A mudança é criticada pelos governos estaduais, que temem uma concentração de poderes nas mãos da Fazenda. O membro do TCU atua muitas vezes como um mediador de conflitos.
Para o Tesouro, porém, não faz sentido permitir que o próprio estado interfira nas decisões. A estrutura do conselho também custa dinheiro à União, pois os indicados ocupam cargos comissionados federais.
“Não é uma relação de igualdade, é uma relação de um credor com um devedor que alega não ter condições de pagar suas dívidas. E há um socorro financeiro. A gestão desse socorro financeiro compete ao credor. Não deveria ter uma participação decisória do próprio ente, dizendo se ele está cumprindo ou não. Há um conflito de interesses”, diz Ceron.
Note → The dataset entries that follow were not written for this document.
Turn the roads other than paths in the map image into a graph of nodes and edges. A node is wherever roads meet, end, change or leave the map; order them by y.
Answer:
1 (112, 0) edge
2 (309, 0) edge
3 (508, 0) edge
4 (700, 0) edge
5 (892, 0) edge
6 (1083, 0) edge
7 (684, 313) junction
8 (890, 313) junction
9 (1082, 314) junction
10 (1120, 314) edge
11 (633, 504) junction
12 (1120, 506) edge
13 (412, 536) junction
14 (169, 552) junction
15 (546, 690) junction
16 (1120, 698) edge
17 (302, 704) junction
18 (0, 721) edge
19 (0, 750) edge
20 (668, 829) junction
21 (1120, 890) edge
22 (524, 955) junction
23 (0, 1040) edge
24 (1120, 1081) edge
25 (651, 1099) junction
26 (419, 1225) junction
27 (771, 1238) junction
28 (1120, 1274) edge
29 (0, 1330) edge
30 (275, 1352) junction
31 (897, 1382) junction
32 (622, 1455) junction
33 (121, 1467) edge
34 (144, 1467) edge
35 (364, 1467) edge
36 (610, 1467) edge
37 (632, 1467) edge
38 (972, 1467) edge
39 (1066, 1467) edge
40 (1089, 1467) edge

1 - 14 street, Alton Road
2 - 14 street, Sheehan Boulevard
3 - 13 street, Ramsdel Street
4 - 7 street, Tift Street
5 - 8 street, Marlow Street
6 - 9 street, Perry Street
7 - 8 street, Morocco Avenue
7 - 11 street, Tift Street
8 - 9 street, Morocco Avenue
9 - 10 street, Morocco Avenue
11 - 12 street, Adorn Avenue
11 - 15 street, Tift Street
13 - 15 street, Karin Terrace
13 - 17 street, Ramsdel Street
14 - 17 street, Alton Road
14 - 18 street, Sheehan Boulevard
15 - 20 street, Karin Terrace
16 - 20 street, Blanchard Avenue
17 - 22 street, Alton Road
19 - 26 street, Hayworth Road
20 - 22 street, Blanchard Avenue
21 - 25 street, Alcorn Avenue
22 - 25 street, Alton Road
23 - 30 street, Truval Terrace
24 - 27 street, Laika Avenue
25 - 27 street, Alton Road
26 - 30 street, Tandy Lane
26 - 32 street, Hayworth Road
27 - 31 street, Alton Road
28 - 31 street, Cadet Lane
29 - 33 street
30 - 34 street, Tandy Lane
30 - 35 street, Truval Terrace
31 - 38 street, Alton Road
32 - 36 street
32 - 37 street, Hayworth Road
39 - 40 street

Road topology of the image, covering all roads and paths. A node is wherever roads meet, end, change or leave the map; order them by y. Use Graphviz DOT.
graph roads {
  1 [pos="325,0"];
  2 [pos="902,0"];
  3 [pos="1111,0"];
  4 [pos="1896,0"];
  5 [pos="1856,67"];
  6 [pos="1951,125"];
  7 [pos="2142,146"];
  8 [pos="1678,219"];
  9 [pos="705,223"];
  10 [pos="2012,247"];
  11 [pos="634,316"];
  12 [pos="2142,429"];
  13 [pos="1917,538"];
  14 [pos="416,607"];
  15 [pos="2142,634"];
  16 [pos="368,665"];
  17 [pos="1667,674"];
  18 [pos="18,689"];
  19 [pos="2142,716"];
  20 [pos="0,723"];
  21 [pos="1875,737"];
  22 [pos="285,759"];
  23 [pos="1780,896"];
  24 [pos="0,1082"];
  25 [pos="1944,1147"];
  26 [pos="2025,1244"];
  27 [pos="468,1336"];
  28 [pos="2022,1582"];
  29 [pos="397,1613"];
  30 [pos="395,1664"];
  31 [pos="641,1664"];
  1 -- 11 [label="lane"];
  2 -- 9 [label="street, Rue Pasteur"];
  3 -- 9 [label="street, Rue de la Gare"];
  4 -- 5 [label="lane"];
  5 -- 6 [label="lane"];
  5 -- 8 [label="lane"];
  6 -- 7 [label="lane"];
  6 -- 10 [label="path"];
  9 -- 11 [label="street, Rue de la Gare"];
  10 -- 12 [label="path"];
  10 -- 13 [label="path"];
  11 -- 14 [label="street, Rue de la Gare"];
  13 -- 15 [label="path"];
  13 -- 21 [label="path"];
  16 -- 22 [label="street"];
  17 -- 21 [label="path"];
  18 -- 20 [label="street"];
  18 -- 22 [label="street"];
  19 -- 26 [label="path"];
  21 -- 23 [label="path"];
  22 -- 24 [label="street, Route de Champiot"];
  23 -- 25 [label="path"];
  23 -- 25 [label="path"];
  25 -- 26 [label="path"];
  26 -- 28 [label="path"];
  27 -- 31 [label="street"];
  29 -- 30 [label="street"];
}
O secretário ressalta, porém, que a postura do governo é de diálogo. Ele diz ainda que a adesão ao novo modelo do RRF será “completamente opcional”, e os estados que já ingressaram no programa não são obrigados a migrar – neste caso, tampouco teriam acesso aos benefícios do novo desenho.
Segundo Ceron, a minuta está sendo discutida com os estados que participam do RRF. O debate será ampliado para abarcar os demais estados, uma vez que a proposta também mexe em dispositivos da Lei de Responsabilidade Fiscal (LRF).
Um dos artigos exige, a partir de 2027, que governadores e prefeitos mantenham recursos suficientes em caixa para quitar suas obrigações ao fim de todos os anos -hoje, a cobrança é feita apenas em fim de mandato.
“Tomamos a decisão de fazer algum ajuste pontual para ajudar os estados no que é possível. Mas também tem que ter uma contrapartida estrutural”, afirma o secretário.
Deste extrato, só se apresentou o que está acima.